A judge in Germany has put proceedings against a former Nazi guard on hold until January. Johann Rehbogen has said he is ashamed of being in the SS but was unaware of the mass killings at the Stutthof concentration camp.
A 95-year-old former guard at the Stutthof concentration camp had his trial suspended on Thursday due to severe health problems. Johann Rehbogen is accused of complicity in some of the murders of the 65,000 people who died in the Nazi camp between 1939 and 1945.
Rehbogen's trial began in November, but has been postponed several times due to the defendant's serious heart and kidney issues. A doctor will rule in January as to whether or not the nonagenarian is fit to stand trial.

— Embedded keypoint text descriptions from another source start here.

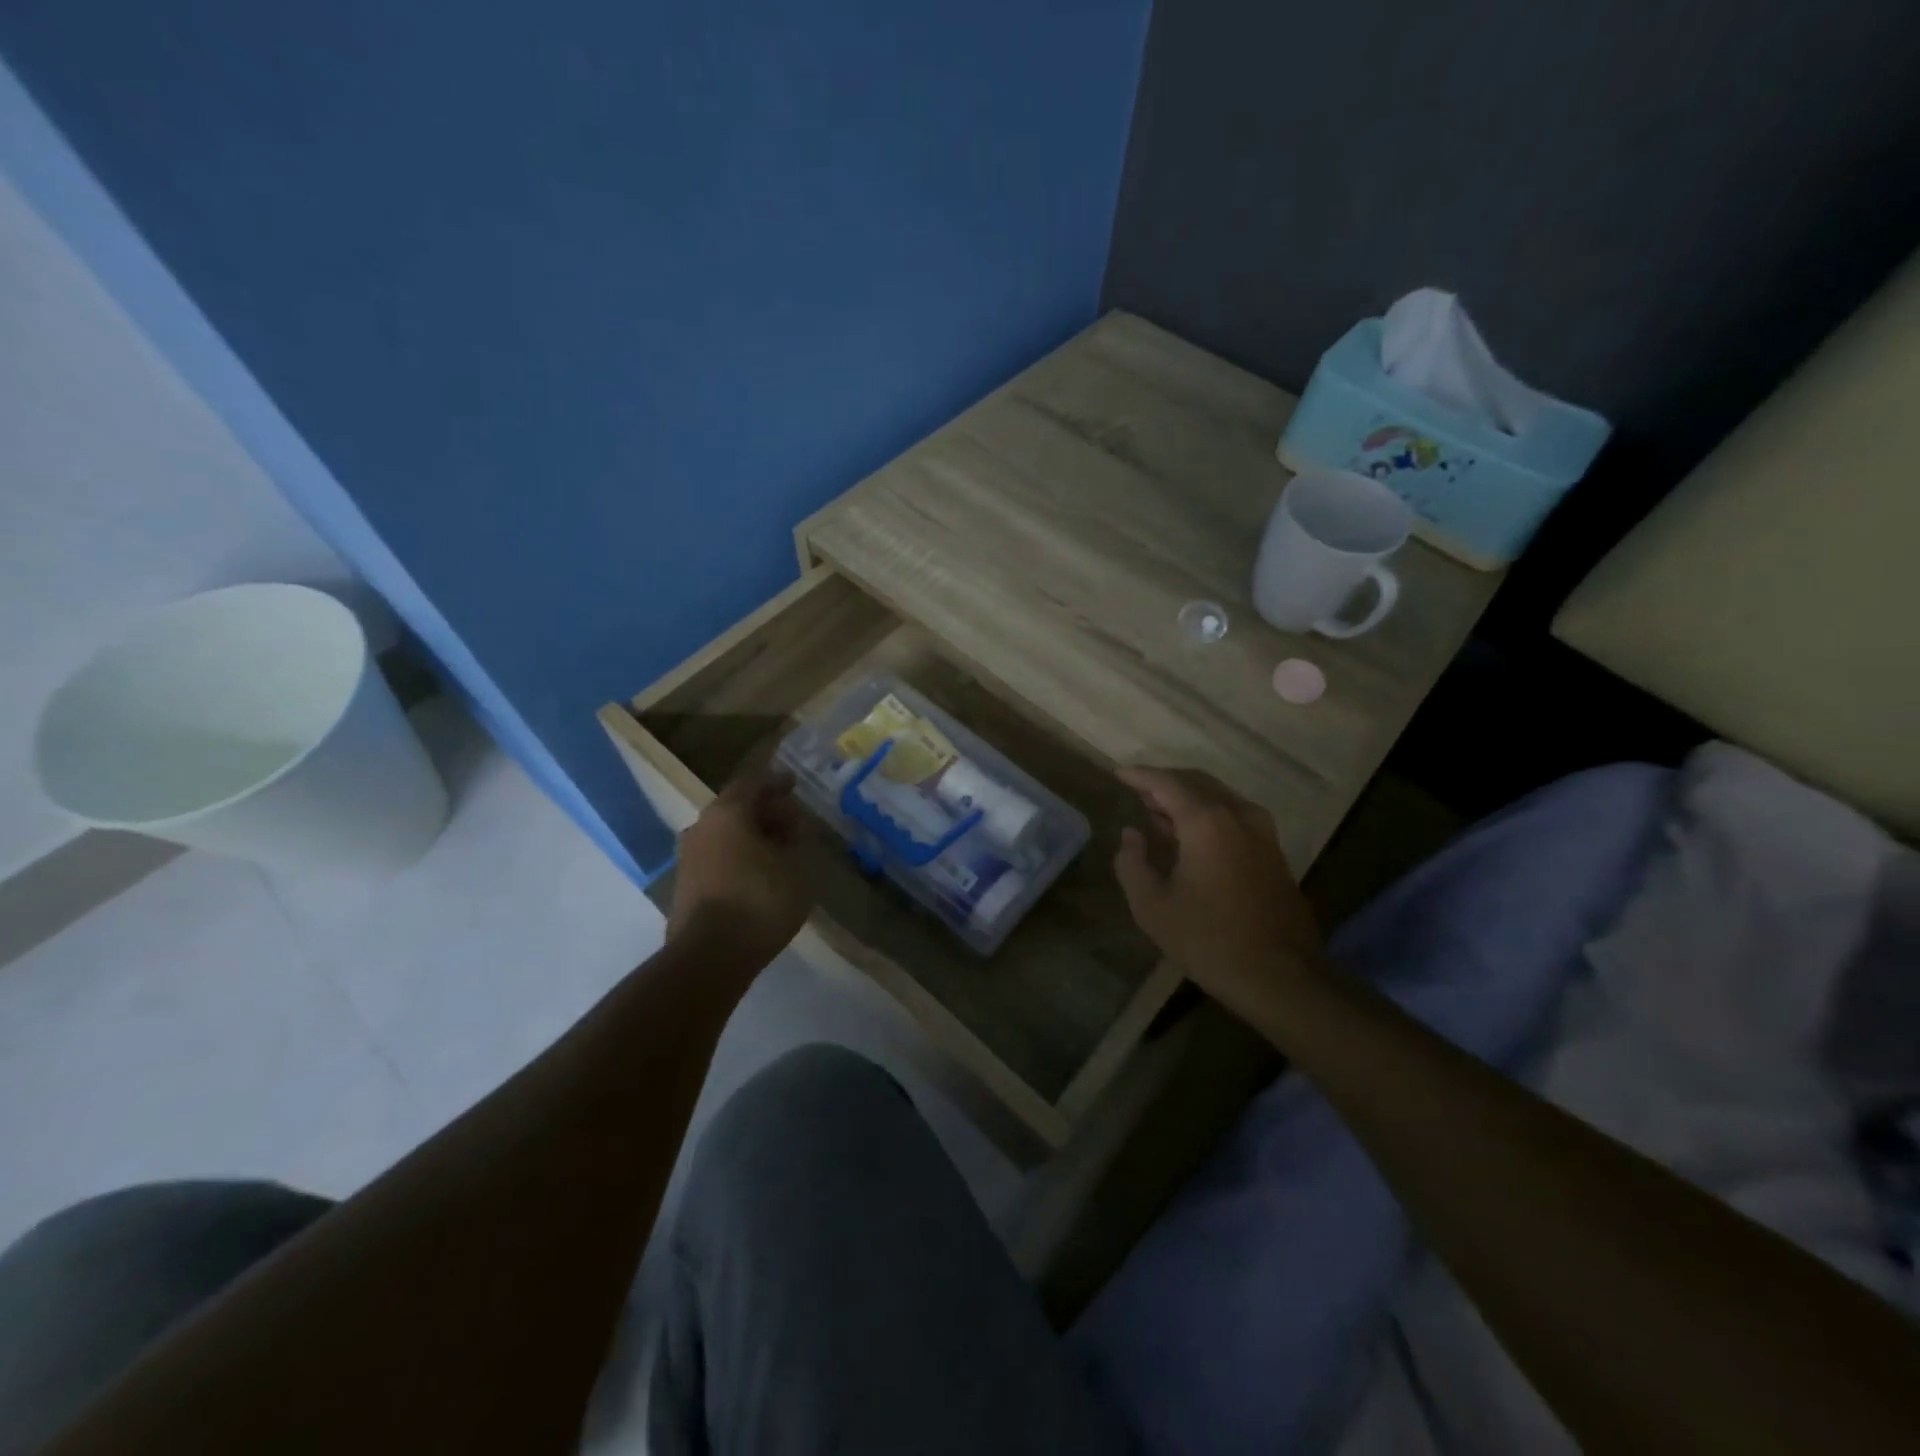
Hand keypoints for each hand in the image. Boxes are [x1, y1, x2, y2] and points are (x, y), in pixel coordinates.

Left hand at [669, 769, 812, 967]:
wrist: (709, 956)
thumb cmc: (760, 900)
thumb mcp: (797, 866)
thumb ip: (796, 838)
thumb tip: (789, 827)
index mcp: (728, 812)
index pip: (753, 783)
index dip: (776, 782)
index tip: (793, 784)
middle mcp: (701, 826)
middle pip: (735, 807)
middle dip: (764, 811)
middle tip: (790, 821)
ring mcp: (688, 856)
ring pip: (724, 833)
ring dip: (750, 835)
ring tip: (777, 849)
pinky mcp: (684, 884)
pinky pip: (716, 856)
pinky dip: (738, 855)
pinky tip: (757, 872)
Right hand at [1113, 767, 1324, 1022]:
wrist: (1280, 976)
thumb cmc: (1208, 939)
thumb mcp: (1152, 906)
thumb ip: (1132, 863)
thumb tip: (1131, 835)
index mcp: (1206, 822)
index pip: (1166, 783)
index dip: (1139, 776)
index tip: (1118, 773)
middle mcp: (1238, 815)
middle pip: (1196, 783)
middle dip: (1164, 784)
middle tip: (1137, 792)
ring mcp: (1262, 832)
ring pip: (1218, 799)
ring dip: (1187, 800)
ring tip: (1159, 815)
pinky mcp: (1274, 852)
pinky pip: (1234, 817)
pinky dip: (1208, 816)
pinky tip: (1192, 838)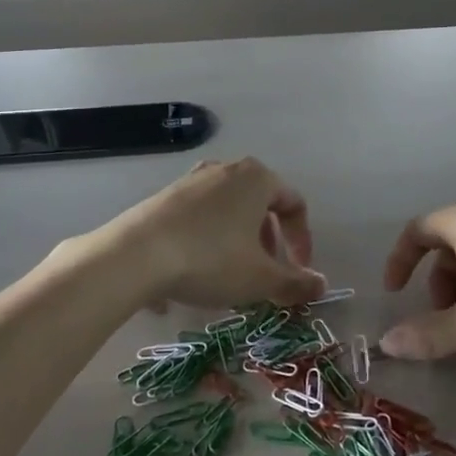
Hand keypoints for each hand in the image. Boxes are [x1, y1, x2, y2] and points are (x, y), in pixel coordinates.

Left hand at [101, 157, 326, 311]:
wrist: (135, 255)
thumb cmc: (211, 259)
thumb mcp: (260, 279)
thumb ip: (295, 282)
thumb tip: (321, 286)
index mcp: (257, 178)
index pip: (294, 204)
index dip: (302, 240)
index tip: (298, 272)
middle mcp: (226, 169)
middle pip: (260, 205)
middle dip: (269, 243)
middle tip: (265, 274)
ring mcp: (191, 180)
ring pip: (229, 211)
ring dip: (239, 243)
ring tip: (231, 276)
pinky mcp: (164, 196)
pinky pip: (201, 218)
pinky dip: (210, 241)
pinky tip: (197, 272)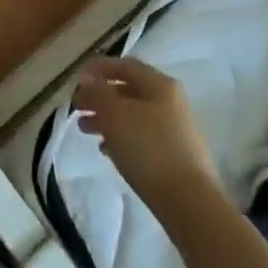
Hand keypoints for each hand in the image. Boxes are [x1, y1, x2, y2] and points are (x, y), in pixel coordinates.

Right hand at [74, 57, 218, 202]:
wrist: (189, 202)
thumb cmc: (148, 148)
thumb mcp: (114, 114)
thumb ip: (97, 92)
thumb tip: (90, 81)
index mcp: (160, 85)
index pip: (125, 65)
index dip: (99, 67)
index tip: (77, 79)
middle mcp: (171, 102)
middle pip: (129, 91)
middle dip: (100, 97)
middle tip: (78, 108)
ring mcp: (176, 130)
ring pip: (134, 115)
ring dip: (107, 118)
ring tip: (85, 130)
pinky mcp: (176, 156)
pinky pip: (143, 137)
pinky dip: (122, 138)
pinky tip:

From 1942 to 1944, Rehbogen was a member of the SS stationed at the Stutthof camp, near what is now Gdansk, Poland. He was aged 18 to 20 at the time. During that period, several hundred prisoners were gassed to death as part of Adolf Hitler's "Final Solution."
Rehbogen broke down in tears at the start of his trial and said he was ashamed to have been a member of the SS. He added, however, that he was unaware of the systematic murders taking place at the camp.
If convicted, he faces up to 15 years in prison, but is unlikely to actually find himself behind bars due to his advanced age and his right to appeal the verdict.
Germany is racing to convict as many Nazi criminals as possible before they all pass away. In recent years, several men above the age of 90 have been convicted for their roles as cogs in Hitler's killing machine.